Step 4: Update the Setup Configuration¶
Modify setup.py to point to your nodes.
File: ~/ros2_ws/src/my_python_pkg/setup.py
from setuptools import setup
package_name = 'my_python_pkg'
setup(
name=package_name,
version='0.0.0',
packages=[package_name],
install_requires=['setuptools'],
zip_safe=True,
maintainer='your_name',
maintainer_email='your_email@example.com',
description='A simple publisher and subscriber example in ROS 2',
license='Apache License 2.0',
tests_require=['pytest'],
entry_points={
'console_scripts': [
'simple_publisher = my_python_pkg.simple_publisher:main',
'simple_subscriber = my_python_pkg.simple_subscriber:main',
],
},
)
Step 5: Build and Source the Package¶
Go to the workspace root, build the package, and source it:
cd ~/ros2_ws
colcon build
source install/setup.bash
Replace
.bashwith the appropriate Shell if you are not using Bash Shell
Step 6: Run the Nodes¶
In two separate terminals, run the publisher and subscriber:
Terminal 1: Publisher¶
source ~/ros2_ws/install/setup.bash
ros2 run my_python_pkg simple_publisher
Terminal 2: Subscriber¶
source ~/ros2_ws/install/setup.bash
ros2 run my_python_pkg simple_subscriber
Expected Output¶
- Publisher Terminal:
bash
[INFO] [simple_publisher]: Publishing: "Hello ROS 2: 0"
[INFO] [simple_publisher]: Publishing: "Hello ROS 2: 1"
...
- Subscriber Terminal:
bash
[INFO] [simple_subscriber]: Received: "Hello ROS 2: 0"

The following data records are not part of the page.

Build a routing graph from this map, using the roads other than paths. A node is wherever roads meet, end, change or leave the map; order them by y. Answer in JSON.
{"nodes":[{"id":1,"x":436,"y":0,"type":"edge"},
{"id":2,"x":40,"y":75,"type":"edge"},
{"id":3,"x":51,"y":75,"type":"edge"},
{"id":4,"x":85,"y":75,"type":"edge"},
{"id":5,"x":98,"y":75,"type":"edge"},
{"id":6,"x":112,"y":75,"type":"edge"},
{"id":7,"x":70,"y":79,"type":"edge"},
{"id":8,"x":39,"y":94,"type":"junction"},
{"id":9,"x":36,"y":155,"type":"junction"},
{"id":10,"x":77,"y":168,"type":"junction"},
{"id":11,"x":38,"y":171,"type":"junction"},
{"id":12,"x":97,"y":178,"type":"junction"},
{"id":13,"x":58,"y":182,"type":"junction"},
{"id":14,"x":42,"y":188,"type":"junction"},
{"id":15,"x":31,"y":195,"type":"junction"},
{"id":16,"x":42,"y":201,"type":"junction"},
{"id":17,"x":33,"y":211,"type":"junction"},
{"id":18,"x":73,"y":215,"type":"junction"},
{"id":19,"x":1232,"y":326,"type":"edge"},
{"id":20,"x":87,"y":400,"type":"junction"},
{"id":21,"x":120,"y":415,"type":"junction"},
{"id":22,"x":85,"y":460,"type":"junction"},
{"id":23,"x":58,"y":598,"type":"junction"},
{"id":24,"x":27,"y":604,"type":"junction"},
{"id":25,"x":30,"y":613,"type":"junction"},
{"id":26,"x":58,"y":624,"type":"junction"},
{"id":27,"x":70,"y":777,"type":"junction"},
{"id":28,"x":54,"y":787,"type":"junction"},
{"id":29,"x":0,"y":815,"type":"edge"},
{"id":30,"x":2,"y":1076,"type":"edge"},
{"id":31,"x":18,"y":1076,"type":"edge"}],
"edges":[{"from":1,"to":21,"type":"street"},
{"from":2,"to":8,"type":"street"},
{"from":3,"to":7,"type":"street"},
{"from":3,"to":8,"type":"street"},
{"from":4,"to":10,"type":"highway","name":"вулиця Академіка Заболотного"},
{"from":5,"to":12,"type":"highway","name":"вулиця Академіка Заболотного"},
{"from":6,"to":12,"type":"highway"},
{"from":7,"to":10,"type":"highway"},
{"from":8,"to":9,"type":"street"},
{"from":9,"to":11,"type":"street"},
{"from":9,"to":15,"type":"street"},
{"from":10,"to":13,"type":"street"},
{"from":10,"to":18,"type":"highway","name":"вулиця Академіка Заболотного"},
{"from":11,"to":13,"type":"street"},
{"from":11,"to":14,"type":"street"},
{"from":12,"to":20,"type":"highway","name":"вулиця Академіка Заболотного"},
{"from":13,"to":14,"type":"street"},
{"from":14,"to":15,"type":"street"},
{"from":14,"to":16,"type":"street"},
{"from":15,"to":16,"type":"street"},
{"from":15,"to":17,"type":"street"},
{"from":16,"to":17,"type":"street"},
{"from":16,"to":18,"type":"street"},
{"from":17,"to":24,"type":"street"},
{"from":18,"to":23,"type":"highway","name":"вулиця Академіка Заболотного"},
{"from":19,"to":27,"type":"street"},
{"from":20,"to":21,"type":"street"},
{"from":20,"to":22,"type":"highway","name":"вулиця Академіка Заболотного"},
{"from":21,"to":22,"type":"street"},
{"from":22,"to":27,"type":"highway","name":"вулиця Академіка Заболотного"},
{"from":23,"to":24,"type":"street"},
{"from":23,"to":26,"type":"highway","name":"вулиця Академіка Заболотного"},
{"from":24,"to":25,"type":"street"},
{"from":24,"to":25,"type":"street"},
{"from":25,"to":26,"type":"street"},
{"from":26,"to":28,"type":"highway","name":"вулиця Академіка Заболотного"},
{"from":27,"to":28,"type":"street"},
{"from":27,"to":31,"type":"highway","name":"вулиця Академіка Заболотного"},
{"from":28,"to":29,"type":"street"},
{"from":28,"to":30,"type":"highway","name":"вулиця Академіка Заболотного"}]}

[INFO] [simple_subscriber]: Received: "Hello ROS 2: 1"
...
Part 2 (Difficulty: 1) - ROS 2 CLI Introspection¶
Objective¶
Learn how to debug and inspect live systems
Tasks¶
With your nodes running, open a new terminal and execute:
- List all active nodes:
bash
ros2 node list
- Get detailed information about a node:
bash
ros2 node info /simple_publisher
ros2 node info /simple_subscriber
- List all active topics:
bash
ros2 topic list
- Get information about the
ros2introtopic:
bash
ros2 topic info /ros2intro
- Echo messages from the topic:
bash
ros2 topic echo /ros2intro
- Check the publishing rate:
bash
ros2 topic hz /ros2intro
Part 3 (Difficulty: 4) - Custom Message Types¶
Overview¶
Custom message types allow you to define your own data structures for communication between nodes. Instead of using only standard messages like String or Float32, you can create messages that bundle multiple fields together, making your code more organized and meaningful.

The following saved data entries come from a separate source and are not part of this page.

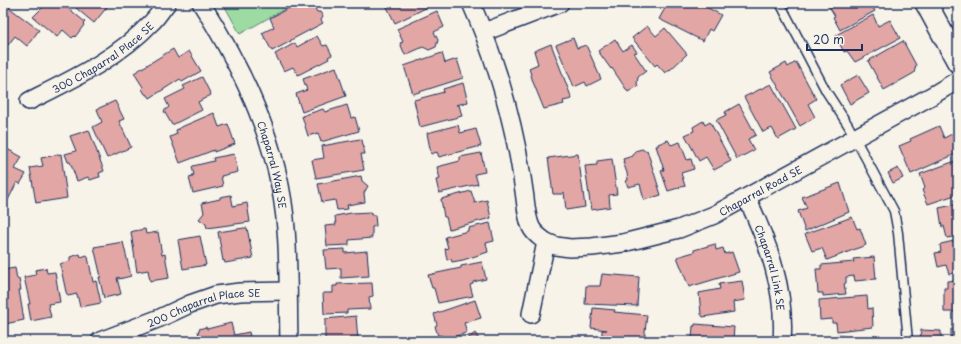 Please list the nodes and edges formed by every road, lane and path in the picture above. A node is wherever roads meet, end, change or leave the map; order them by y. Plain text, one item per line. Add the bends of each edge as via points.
1 (167, 3) edge
2 (201, 3) edge
3 (471, 3) edge
4 (560, 3) edge
5 (780, 3) edge
6 (926, 3) edge
7 (484, 32) junction
8 (958, 62) edge
9 (958, 80) edge
10 (29, 100) dead end
11 (854, 138) junction
12 (746, 198) junction
13 (546, 242) junction
14 (288, 292) junction
15 (530, 314) dead end
16 (100, 341) edge
17 (289, 341) edge
18 (782, 341) edge
19 (908, 341) edge

1 - 10 street, 300 Chaparral Place SE via 153,22 107,59
2 - 14 street, Chaparral Way SE via 244,78 259,114 277,171 286,228
3 - 7 street, Chaparral Road SE
4 - 7 street
5 - 11 lane
6 - 8 street
7 - 13 street, Chaparral Road SE via 512,125 527,215 531,228
9 - 11 street, Chaparral Road SE
11 - 12 street, Chaparral Road SE
11 - 19 lane via 895,216
12 - 13 street, Chaparral Road SE via 714,215 653,236 592,247 570,248
12 - 18 street, Chaparral Link SE via 764,235 774,264 782,311
13 - 15 street
14 - 16 street, 200 Chaparral Place SE via 216,295
14 - 17 street, Chaparral Way SE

Understanding Custom Messages¶
Why Use Custom Messages?¶
Standard Message:
# Publishing speed as a Float32
speed_msg = Float32()
speed_msg.data = 25.5
Custom Message:
# Publishing complete vehicle state
vehicle_msg = VehicleState()
vehicle_msg.speed = 25.5
vehicle_msg.steering_angle = 15.0
vehicle_msg.throttle = 0.8
vehicle_msg.timestamp = self.get_clock().now().to_msg()
Custom messages are more descriptive, organized, and maintainable for complex robotic applications.
Creating a Custom Message - Step by Step¶
Step 1: Create a Package for Custom Messages¶
It's best practice to create a separate package for custom messages so multiple packages can use them.
cd ~/ros2_ws/src
ros2 pkg create my_custom_msgs --build-type ament_cmake
Why ament_cmake? Message generation requires CMake build system, even if your nodes are in Python.
Step 2: Create Message Directory and File¶
cd ~/ros2_ws/src/my_custom_msgs
mkdir msg
Create your first custom message file:
File: ~/ros2_ws/src/my_custom_msgs/msg/VehicleState.msg
# VehicleState.msg
# Custom message for vehicle state information
float32 speed # Vehicle speed in m/s
float32 steering_angle # Steering angle in degrees
float32 throttle # Throttle position (0.0 to 1.0)
builtin_interfaces/Time timestamp # Timestamp of the measurement
Message Field Types:
- Basic types: bool, int8, int16, int32, int64, float32, float64, string
- Arrays: float32[] (dynamic), float32[5] (fixed size)
- Other messages: builtin_interfaces/Time, std_msgs/Header
Step 3: Update package.xml¶
Add the required dependencies to ~/ros2_ws/src/my_custom_msgs/package.xml:
<?xml version="1.0"?>
<?xml-model href="http://download.ros.org/schema/package_format3.xsd" schematypens="http://www.w3.org/2001/XMLSchema"?>
<package format="3">
<name>my_custom_msgs</name>
<version>0.0.0</version>
<description>Custom message types for ROS2 tutorial</description>
<maintainer email="student@example.com">student</maintainer>
<license>Apache License 2.0</license>
<buildtool_depend>ament_cmake</buildtool_depend>
<!-- Add these dependencies for message generation -->
<build_depend>rosidl_default_generators</build_depend>
<exec_depend>rosidl_default_runtime</exec_depend>
<member_of_group>rosidl_interface_packages</member_of_group>
<!-- Add dependency on builtin_interfaces for Time type -->
<depend>builtin_interfaces</depend>
<test_depend>ament_lint_auto</test_depend>
<test_depend>ament_lint_common</test_depend>
<export>
<build_type>ament_cmake</build_type>
</export>
</package>
Step 4: Update CMakeLists.txt¶
Update ~/ros2_ws/src/my_custom_msgs/CMakeLists.txt:
cmake_minimum_required(VERSION 3.8)
project(my_custom_msgs)
if(CMAKE_COMPILER_IS_GNUCXX OR CMAKE_CXX_COMPILER_ID MATCHES "Clang")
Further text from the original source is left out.